Anderson fala sobre a tecnologia e a atual fase de transição dela no contexto da internet. “Estamos com uma coleção que traz democratização no acesso. A nossa proposta é levar o nível de entendimento para essas tecnologias e como elas conseguem abraçar essas oportunidades, pois estamos nessa transição da nova fase da internet. Quem iniciar bem informado vai conseguir usufruir desses benefícios”, afirma.

A Calango Doido é baseada em três valores que são: educacional, cultural e social. A forma como a equipe encontrou de trazer utilidade ao NFT é criando um festival, que deve ocorrer no próximo ano na cidade. O evento será uma forma de reunir os entusiastas dessa tecnologia e fomentar o comércio.

O idealizador destaca como será aplicado o NFT na realização e acesso ao festival, que terá atrações nacionais e internacionais. "Uma coleção de NFT’s é uma comunidade, então o que estamos criando com a Calango é uma comunidade que terá seu ápice dentro do festival.
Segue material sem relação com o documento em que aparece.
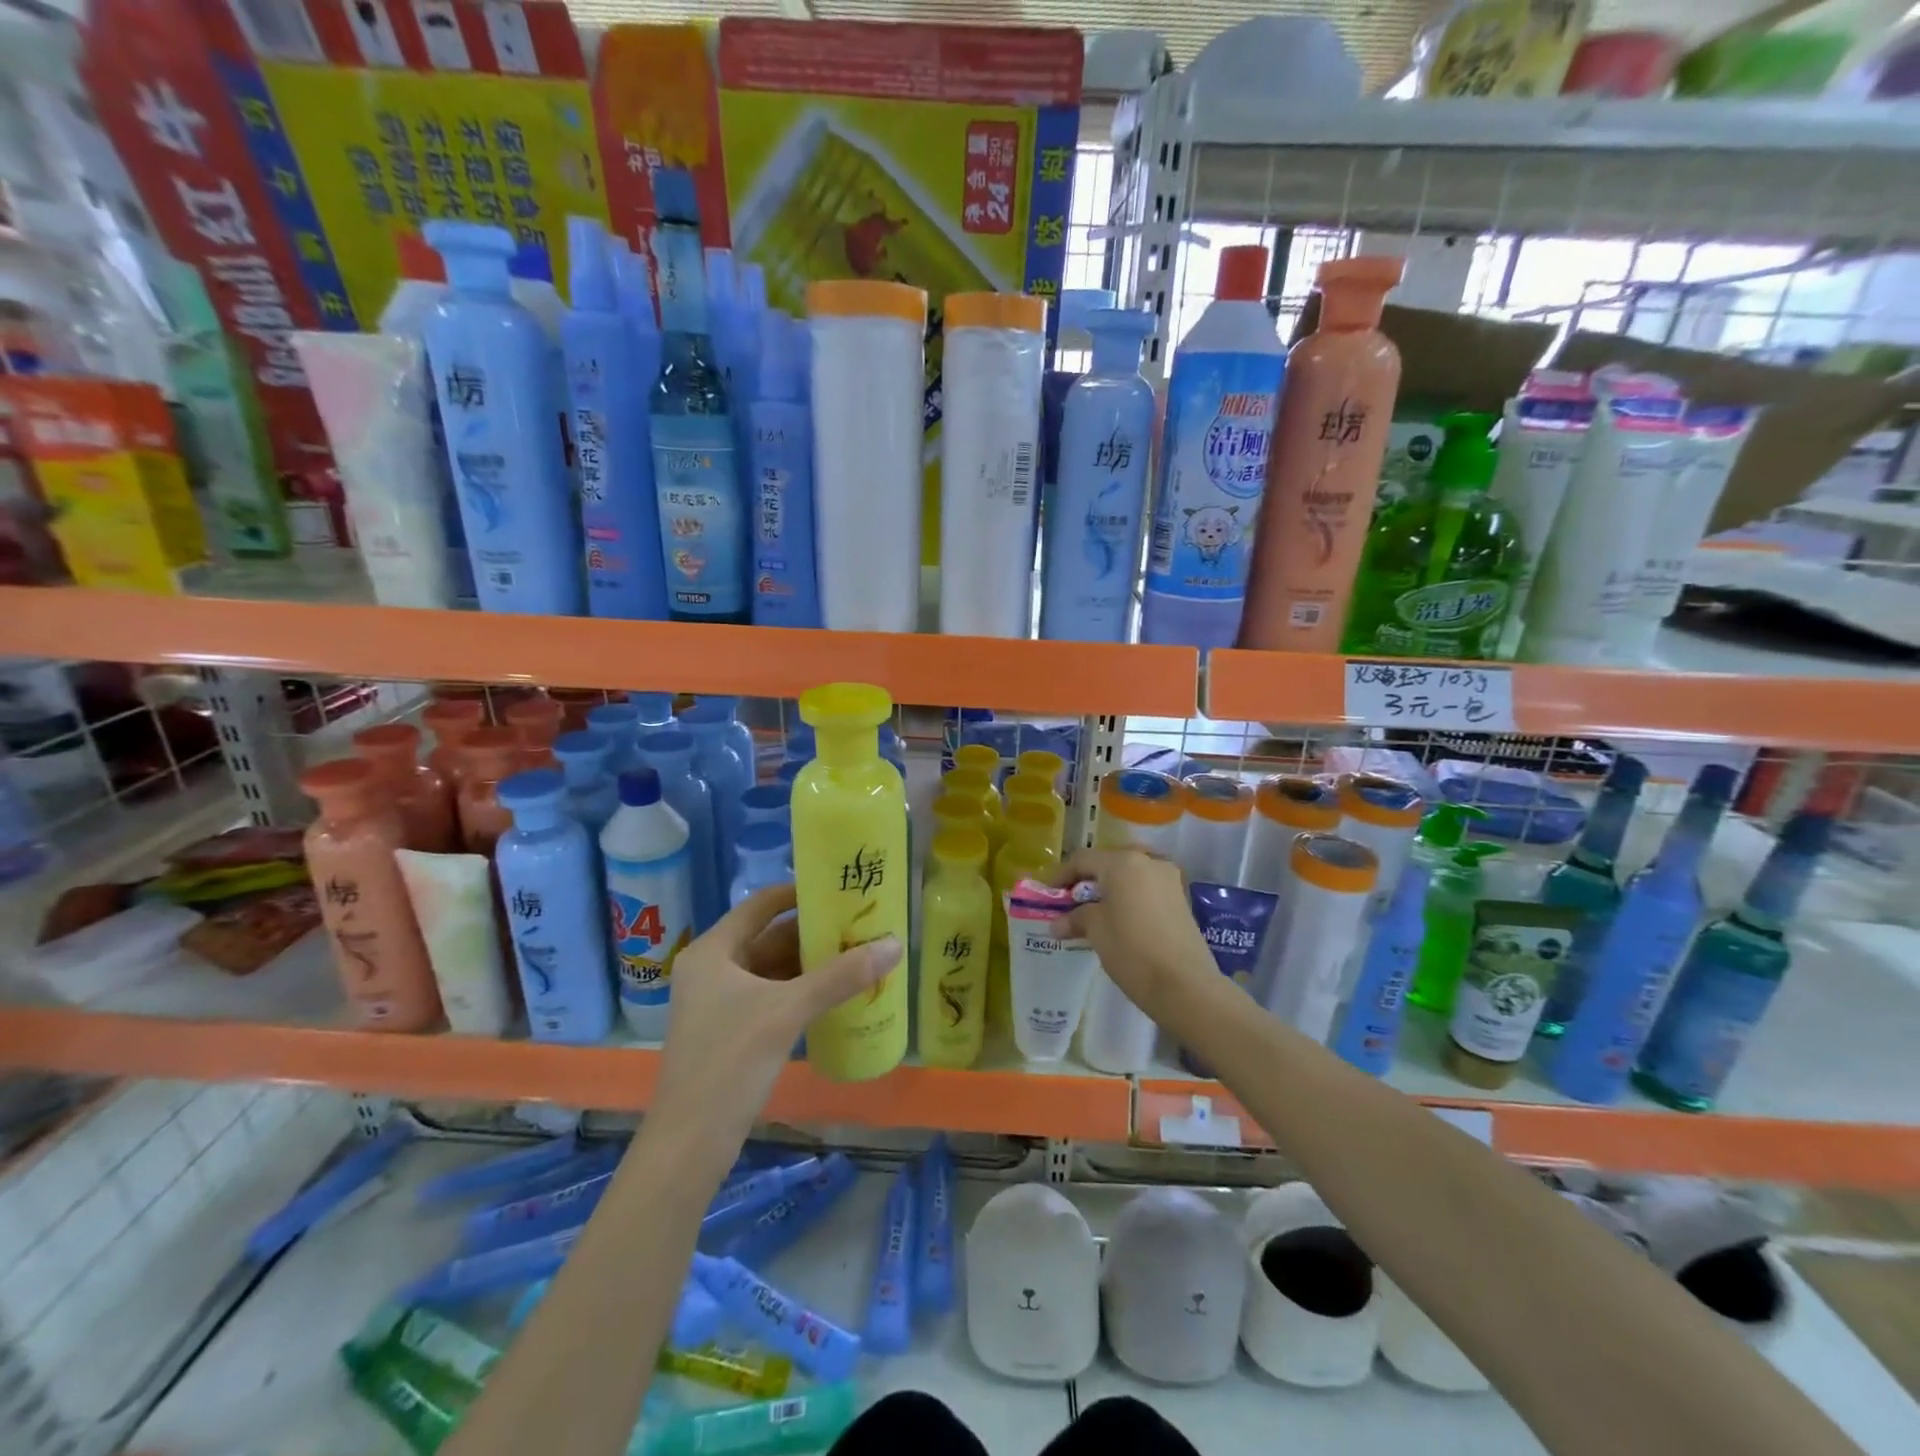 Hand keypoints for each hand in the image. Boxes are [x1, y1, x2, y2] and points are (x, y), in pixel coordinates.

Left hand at [656, 884, 901, 1140]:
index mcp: (713, 951)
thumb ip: (841, 976)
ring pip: (773, 970)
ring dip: (811, 964)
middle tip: (860, 925)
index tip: (840, 890)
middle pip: (769, 937)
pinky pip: (773, 997)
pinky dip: (802, 992)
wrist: (690, 1145)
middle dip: (813, 933)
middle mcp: (713, 969)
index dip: (799, 893)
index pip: (760, 904)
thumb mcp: (788, 1012)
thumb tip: (895, 944)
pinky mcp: (731, 1032)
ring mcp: (720, 1003)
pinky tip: (837, 994)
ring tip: (858, 954)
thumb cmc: (730, 1062)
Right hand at [1049, 848, 1223, 1033]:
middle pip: (1108, 863)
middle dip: (1087, 880)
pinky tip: (1119, 919)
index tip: (1049, 894)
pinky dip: (1128, 897)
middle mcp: (1148, 861)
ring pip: (1129, 875)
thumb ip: (1075, 918)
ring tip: (1094, 912)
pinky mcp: (1180, 898)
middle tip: (1071, 902)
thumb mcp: (1096, 930)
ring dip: (1109, 889)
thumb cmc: (1131, 949)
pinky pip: (1145, 888)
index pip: (1083, 859)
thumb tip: (1056, 924)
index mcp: (1122, 862)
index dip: (1061, 875)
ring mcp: (1168, 879)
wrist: (1185, 985)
O ponto central do festival é usar o NFT como passaporte de entrada”, esclarece.

Anderson aponta para uma arte que integra a coleção de NFT's da Calango Doido. (Foto: Fabiano Foscacha)
Anderson aponta para uma arte que integra a coleção de NFT's da Calango Doido. (Foto: Fabiano Foscacha)

Em fase de pré-venda, as pessoas podem comprar por um valor mais baixo, de aproximadamente R$ 1, o NFT da Calango Doido. O preço segue essa estimativa, pois a compra é feita com criptomoedas. Na 3ª e próxima fase, chamada de venda pública, o valor sobe para R$ 10.

Pensando no futuro, Anderson ressalta o motivo da Calango Doido estar trabalhando no projeto atual. “Daqui três anos, será inevitável não utilizar essa tecnologia, A nossa intenção é acelerar o processo de entendimento dessas pessoas para que elas avancem, porque as maiores oportunidades estarão nela”, conclui.